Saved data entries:
-=-=-=-=-
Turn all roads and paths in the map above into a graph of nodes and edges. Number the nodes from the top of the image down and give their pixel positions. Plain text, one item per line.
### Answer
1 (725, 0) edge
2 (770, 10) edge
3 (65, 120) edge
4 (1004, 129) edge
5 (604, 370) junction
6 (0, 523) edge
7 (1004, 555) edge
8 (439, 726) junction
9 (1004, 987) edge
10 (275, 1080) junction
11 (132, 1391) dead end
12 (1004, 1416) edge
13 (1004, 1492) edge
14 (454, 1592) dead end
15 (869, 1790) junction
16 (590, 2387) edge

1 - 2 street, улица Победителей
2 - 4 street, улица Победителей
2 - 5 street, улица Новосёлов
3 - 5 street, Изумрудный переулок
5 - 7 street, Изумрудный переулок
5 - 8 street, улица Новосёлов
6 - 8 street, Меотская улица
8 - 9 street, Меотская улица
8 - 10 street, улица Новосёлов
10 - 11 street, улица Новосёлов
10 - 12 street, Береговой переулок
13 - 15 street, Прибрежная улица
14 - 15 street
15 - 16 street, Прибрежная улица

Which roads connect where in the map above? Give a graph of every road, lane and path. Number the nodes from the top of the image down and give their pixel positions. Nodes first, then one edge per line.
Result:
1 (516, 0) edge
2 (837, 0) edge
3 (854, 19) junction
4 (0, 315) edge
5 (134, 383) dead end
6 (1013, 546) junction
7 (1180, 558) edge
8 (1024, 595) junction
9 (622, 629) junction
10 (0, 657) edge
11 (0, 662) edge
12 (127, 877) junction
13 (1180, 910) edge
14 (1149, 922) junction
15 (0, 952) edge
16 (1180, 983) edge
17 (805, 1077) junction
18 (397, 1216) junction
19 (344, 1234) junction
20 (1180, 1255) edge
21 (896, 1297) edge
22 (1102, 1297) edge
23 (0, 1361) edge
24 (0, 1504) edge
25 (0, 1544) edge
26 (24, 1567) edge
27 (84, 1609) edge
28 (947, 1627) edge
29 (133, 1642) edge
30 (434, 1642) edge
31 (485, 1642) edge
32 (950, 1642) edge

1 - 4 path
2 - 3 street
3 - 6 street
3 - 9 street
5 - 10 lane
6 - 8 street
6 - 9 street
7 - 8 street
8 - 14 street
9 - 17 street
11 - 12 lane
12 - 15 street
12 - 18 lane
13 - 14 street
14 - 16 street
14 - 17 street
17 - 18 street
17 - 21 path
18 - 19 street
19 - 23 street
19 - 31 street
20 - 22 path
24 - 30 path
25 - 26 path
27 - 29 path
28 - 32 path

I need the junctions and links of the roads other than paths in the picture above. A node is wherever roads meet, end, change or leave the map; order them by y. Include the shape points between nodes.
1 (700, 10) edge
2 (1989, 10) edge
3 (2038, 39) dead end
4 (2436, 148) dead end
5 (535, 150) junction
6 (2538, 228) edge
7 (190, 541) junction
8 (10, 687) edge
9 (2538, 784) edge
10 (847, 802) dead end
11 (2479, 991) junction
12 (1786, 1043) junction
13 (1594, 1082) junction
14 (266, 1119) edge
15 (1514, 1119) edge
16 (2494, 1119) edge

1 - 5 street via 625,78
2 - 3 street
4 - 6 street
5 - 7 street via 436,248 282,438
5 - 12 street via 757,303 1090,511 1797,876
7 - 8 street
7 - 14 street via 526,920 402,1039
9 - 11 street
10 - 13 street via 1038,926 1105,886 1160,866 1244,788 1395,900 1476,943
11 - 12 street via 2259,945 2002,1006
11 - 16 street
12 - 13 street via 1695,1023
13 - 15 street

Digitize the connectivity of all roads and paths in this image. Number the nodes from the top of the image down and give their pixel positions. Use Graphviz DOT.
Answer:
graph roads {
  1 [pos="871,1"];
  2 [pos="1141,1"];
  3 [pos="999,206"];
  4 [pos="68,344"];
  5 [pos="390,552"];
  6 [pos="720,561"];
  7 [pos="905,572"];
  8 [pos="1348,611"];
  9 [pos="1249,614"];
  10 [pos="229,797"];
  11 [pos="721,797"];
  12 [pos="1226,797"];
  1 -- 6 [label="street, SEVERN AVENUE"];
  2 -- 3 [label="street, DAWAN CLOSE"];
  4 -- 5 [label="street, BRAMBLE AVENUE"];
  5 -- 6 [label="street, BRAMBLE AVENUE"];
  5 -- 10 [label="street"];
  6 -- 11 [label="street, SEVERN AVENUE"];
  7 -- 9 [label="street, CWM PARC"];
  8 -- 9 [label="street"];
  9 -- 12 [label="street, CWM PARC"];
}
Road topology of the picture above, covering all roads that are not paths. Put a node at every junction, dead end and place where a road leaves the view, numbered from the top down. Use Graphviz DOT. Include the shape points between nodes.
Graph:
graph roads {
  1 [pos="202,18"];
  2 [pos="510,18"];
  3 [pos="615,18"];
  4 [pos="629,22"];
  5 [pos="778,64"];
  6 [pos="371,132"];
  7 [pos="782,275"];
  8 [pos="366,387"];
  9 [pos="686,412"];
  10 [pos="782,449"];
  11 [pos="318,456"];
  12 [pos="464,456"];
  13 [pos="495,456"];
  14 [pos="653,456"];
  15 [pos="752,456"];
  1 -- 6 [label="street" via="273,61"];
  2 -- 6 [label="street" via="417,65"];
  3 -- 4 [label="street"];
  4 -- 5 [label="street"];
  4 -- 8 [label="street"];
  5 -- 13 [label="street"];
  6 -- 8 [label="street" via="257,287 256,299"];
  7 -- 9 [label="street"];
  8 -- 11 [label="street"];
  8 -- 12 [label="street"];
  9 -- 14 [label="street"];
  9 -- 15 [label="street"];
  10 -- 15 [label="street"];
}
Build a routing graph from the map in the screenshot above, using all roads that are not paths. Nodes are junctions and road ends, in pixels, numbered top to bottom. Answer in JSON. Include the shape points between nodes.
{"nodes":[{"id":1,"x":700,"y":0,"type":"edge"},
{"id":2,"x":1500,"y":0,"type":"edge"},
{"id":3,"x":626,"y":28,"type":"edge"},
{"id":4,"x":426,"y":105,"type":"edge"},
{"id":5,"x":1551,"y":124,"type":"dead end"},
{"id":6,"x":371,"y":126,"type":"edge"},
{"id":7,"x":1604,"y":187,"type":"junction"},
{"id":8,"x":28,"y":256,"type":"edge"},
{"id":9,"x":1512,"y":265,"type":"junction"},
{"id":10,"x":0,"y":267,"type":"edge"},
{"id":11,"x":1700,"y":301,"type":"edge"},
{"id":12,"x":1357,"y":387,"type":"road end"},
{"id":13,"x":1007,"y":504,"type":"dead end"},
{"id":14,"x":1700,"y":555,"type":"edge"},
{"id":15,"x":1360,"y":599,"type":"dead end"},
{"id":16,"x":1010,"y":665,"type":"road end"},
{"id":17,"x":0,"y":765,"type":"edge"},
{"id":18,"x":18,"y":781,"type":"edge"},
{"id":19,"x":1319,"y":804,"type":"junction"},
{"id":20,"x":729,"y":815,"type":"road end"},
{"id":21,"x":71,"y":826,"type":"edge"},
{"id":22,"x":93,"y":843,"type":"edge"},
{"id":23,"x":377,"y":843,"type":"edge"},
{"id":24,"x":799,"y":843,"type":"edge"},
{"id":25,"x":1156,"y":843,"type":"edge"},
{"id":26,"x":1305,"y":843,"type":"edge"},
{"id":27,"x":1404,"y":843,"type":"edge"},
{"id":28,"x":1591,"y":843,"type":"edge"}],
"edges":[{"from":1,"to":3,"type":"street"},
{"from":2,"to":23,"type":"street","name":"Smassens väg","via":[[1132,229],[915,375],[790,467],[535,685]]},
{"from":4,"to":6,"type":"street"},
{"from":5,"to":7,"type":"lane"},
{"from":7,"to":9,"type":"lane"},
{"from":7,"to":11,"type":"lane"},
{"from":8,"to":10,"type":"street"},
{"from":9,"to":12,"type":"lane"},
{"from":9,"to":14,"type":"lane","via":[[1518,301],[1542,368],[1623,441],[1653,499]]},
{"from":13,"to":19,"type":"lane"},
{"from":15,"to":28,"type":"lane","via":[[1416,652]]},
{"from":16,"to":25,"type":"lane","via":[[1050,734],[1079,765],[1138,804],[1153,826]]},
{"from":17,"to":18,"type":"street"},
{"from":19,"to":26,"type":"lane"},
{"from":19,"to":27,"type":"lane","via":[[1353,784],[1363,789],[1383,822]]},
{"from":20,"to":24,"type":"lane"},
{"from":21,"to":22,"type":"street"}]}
-=-=-=-=-
= Task objective =
Please find, in the entries above, every line where "positions" occurs, and copy it.

= Problem solution =
Turn all roads and paths in the map above into a graph of nodes and edges. Number the nodes from the top of the image down and give their pixel positions. Plain text, one item per line.
Which roads connect where in the map above? Give a graph of every road, lane and path. Number the nodes from the top of the image down and give their pixel positions. Nodes first, then one edge per line.
Digitize the connectivity of all roads and paths in this image. Number the nodes from the top of the image down and give their pixel positions. Use Graphviz DOT.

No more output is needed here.